I have visions of opening my door to him lounging and inebriated in the hallway.
Then I think I hear multiple voices. Another thought occurs: What if there’s an emergency and these are rescuers and we need to get out of the building?
I get out my keys and unlock my door just as the shared hallway door bangs open.
In pour half a dozen firefighters.
I gape while the first few of them see me in my doorway and go wide-eyed (I’m not sure if it’s my wild hair or grumpy expression or the uber-short pajama shorts).
They regroup and ask where the old man lives. I figure they mean my neighbor, so I point stupidly at his door right beside mine.
They can’t get in; it’s locked. Apparently, firefighters don’t carry handy locksmiths with them. They ask which street my neighbor’s windows look out on.
Befuddled, I tell them the wrong one. Then my befuddled mind rights itself and, still befuddled, I tell them, no, his windows look out on the side street, same as mine. But am I right? my still-befuddled mind asks.
Dazed, I go to my window and watch the firetruck raise its ladder with two firemen on it. Only one of the firemen goes back down again (the other having climbed in through my neighbor’s window, I presume).
The firefighter who got inside must unlock the door, because I think I hear them talk to my neighbor (he doesn’t seem to be answering them, only moaning). I think they mention his daughter.

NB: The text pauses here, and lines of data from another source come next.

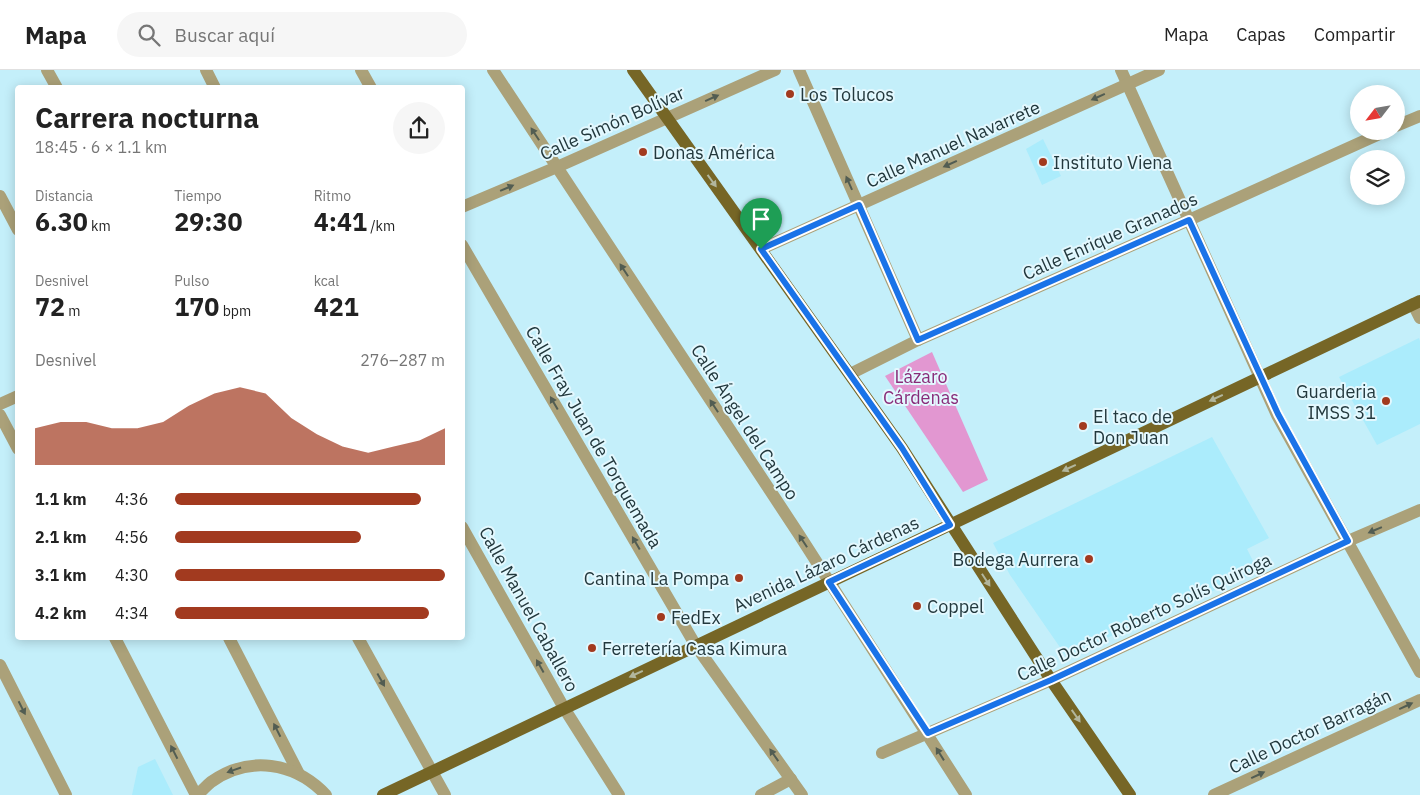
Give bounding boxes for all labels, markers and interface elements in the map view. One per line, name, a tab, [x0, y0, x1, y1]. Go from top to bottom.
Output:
search box	[117, 12, 467, 57]
text: Mapa	[25, 19, 87, 51]
icon: search	[135, 21, 163, 49]
text: Buscar aquí	[175, 23, 275, 47]
text: Mapa	[1164, 23, 1208, 46]
text: Capas	[1236, 23, 1286, 46]
text: Compartir	[1314, 23, 1395, 46]
street label: Calle Simón Bolívar	[536, 81, 688, 165]
place label: Los Tolucos	[800, 83, 894, 106]
north arrow	[1350, 85, 1405, 140]
map controls	[1350, 85, 1405, 205]
marker: Los Tolucos	[784, 88, 796, 100]
one-way arrow	[1091, 93, 1106, 102]
one-way arrow	[705, 94, 719, 102]
street label: Calle Manuel Navarrete	[862, 95, 1044, 193]
text: Carrera nocturna	[35, 99, 259, 136]
button: share	[393, 102, 445, 154]
one-way arrow	[530, 127, 540, 141]
text: 18:45 · 6 × 1.1 km	[35, 137, 167, 157]
place label: Donas América	[653, 141, 775, 164]
marker: Donas América	[637, 146, 649, 158]
button: layers	[1350, 150, 1405, 205]
place label: Instituto Viena	[1053, 151, 1173, 174]
marker: Instituto Viena	[1037, 156, 1049, 168]
one-way arrow	[943, 160, 957, 168]
one-way arrow	[707, 174, 717, 188]
one-way arrow	[845, 176, 853, 190]
one-way arrow	[500, 183, 514, 191]
text: Distancia	[35, 187, 93, 205]
text: Tiempo	[174, 187, 222, 205]
text: Ritmo	[314, 187, 351, 205]
street label: Calle Enrique Granados	[1019, 187, 1201, 285]
pin	[740, 198, 782, 249]
text: 6.30	[35, 205, 88, 238]
text: 29:30	[174, 205, 243, 238]
text: 4:41	[314, 205, 367, 238]
icon: arrive	[747, 205, 775, 233]
text: km	[88, 217, 111, 235]
text: /km	[367, 217, 395, 235]
one-way arrow	[620, 263, 629, 276]
text: Desnivel	[35, 272, 89, 290]
text: Pulso	[174, 272, 209, 290]
text: kcal	[314, 272, 339, 290]
text: 72	[35, 290, 65, 323]
text: 170	[174, 290, 219, 323]
text: 421	[314, 290, 359, 323]
text: m	[65, 302, 81, 320]
text: bpm	[219, 302, 251, 320]
street label: Calle Fray Juan de Torquemada	[521, 322, 667, 553]
street label: Calle Ángel del Campo	[686, 340, 804, 504]
text: Desnivel	[35, 350, 96, 370]
text: 276–287 m	[360, 350, 445, 370]
park label: Lázaro Cárdenas	[883, 365, 959, 409]
place label: Guarderia IMSS 31	[1296, 380, 1376, 424]
one-way arrow	[1209, 394, 1223, 402]
marker: Guarderia IMSS 31	[1380, 395, 1392, 407]
one-way arrow	[550, 396, 559, 409]
one-way arrow	[709, 399, 718, 412]
place label: El taco de Don Juan	[1093, 405, 1172, 449]
marker: El taco de Don Juan	[1077, 420, 1089, 432]
one-way arrow	[1062, 464, 1076, 472]
text: 1.1 km	[35, 489, 86, 509]
text: 4:36	[115, 489, 148, 509]
street label: Avenida Lázaro Cárdenas	[729, 511, 923, 617]
street label: Calle Manuel Caballero	[474, 522, 584, 696]
one-way arrow	[1368, 526, 1382, 534]
text: 2.1 km	[35, 527, 86, 547]
text: 4:56	[115, 527, 148, 547]
one-way arrow	[798, 535, 808, 548]
one-way arrow	[631, 537, 640, 550]
place label: Bodega Aurrera	[953, 548, 1079, 571]
street label: Calle Doctor Roberto Solís Quiroga	[1013, 548, 1275, 686]
marker: Bodega Aurrera	[1083, 553, 1095, 565]
text: 3.1 km	[35, 565, 86, 585]
text: 4:30	[115, 565, 148, 585]
place label: Cantina La Pompa	[584, 567, 729, 590]
marker: Cantina La Pompa	[733, 572, 745, 584]
one-way arrow	[982, 574, 991, 587]
place label: Coppel	[927, 595, 984, 618]
marker: Coppel	[911, 600, 923, 612]
text: 4.2 km	[35, 603, 86, 623]
text: 4:34	[115, 603, 148, 623]
place label: FedEx	[671, 606, 721, 629]
marker: FedEx	[655, 611, 667, 623]
place label: Ferretería Casa Kimura	[602, 637, 787, 660]
marker: Ferretería Casa Kimura	[586, 642, 598, 654]
one-way arrow	[536, 659, 545, 672]
one-way arrow	[629, 670, 643, 678]
one-way arrow	[377, 673, 385, 688]
street label: Calle Doctor Barragán	[1225, 683, 1395, 779]
one-way arrow	[18, 701, 26, 715]
one-way arrow	[1399, 702, 1413, 710]
one-way arrow	[1071, 709, 1081, 723]
one-way arrow	[273, 723, 281, 738]
one-way arrow	[170, 744, 178, 759]
one-way arrow	[936, 747, 945, 760]
one-way arrow	[769, 748, 779, 762]
one-way arrow	[227, 767, 242, 774]
one-way arrow	[1251, 770, 1265, 778]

I presume they take him away.
Soon it’s silent. It’s 6:25AM. I shut and lock my door. I feel bad that I made the first responders wait 15mins while I was afraid to open my door. I am afraid my slowness might have killed my neighbor. Anxiety grips me. I can’t sleep. To calm down, I go on Facebook and make comments awake-Sonya would never make. At 7:38AM, I write work that I might sleep through my alarm.

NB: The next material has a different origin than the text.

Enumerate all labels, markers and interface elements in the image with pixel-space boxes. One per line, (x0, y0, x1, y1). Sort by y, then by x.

I go to bed and try to sleep. I have existential thoughts. I randomly laugh.
Zulejka curls up in the crook of my arm to cuddle. I sing to her. [Hoomans, my hooman has awful singing voice! I had to purr loudly to cover it up and sheathed my claws in her arm a few times.]

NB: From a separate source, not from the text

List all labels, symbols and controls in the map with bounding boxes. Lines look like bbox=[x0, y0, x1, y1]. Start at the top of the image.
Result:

At 8:53AM, I’m just slipping into a doze when my phone rings, dispersing all my hopes of sleeping again this morning. The building manager wants to know what happened to the neighbor, if they took him to the hospital.
“I think they took him,” I say idiotically.
Apparently what happened was that the upstairs neighbors heard my neighbor groaning from their flat, and THEY called the paramedics, who I guess couldn’t get in and therefore called the firefighters.
I hang up with the building manager and think: “When I heard my neighbor groaning, I just thought: I know, dude; those door buzzers are freaking annoying.”
I slog through morning stuff–cleaning cat litter, the morning work meeting (online)–and test a little, but braining takes work and my brain decides it would rather read bad book reviews.
12:40PM. Dudes in aprons (I think cooks from the pub-restaurant on the ground floor) come up to check that my neighbor’s door is closed.
13:05PM. The building manager calls and checks the neighbor’s door, too. He says it seems that the neighbor fell and couldn’t get back up 😦
So now, on a little over two hours of sleep, I’m trying to gear up to focus on work, but I’m thinking instead that I don’t want to live by myself anymore. All the solutions to fix that just require so much energy, though.
But that’s tomorrow’s problem. For now, I hope my neighbor is fine and I think the rest of us can maybe appreciate today a little more, knowing we are doing OK – or knowing that I faced some firefighters while I was befuddled and in my jammies.
Fun times.
Thrice the Shadow.
You all take care out there and appreciate the day.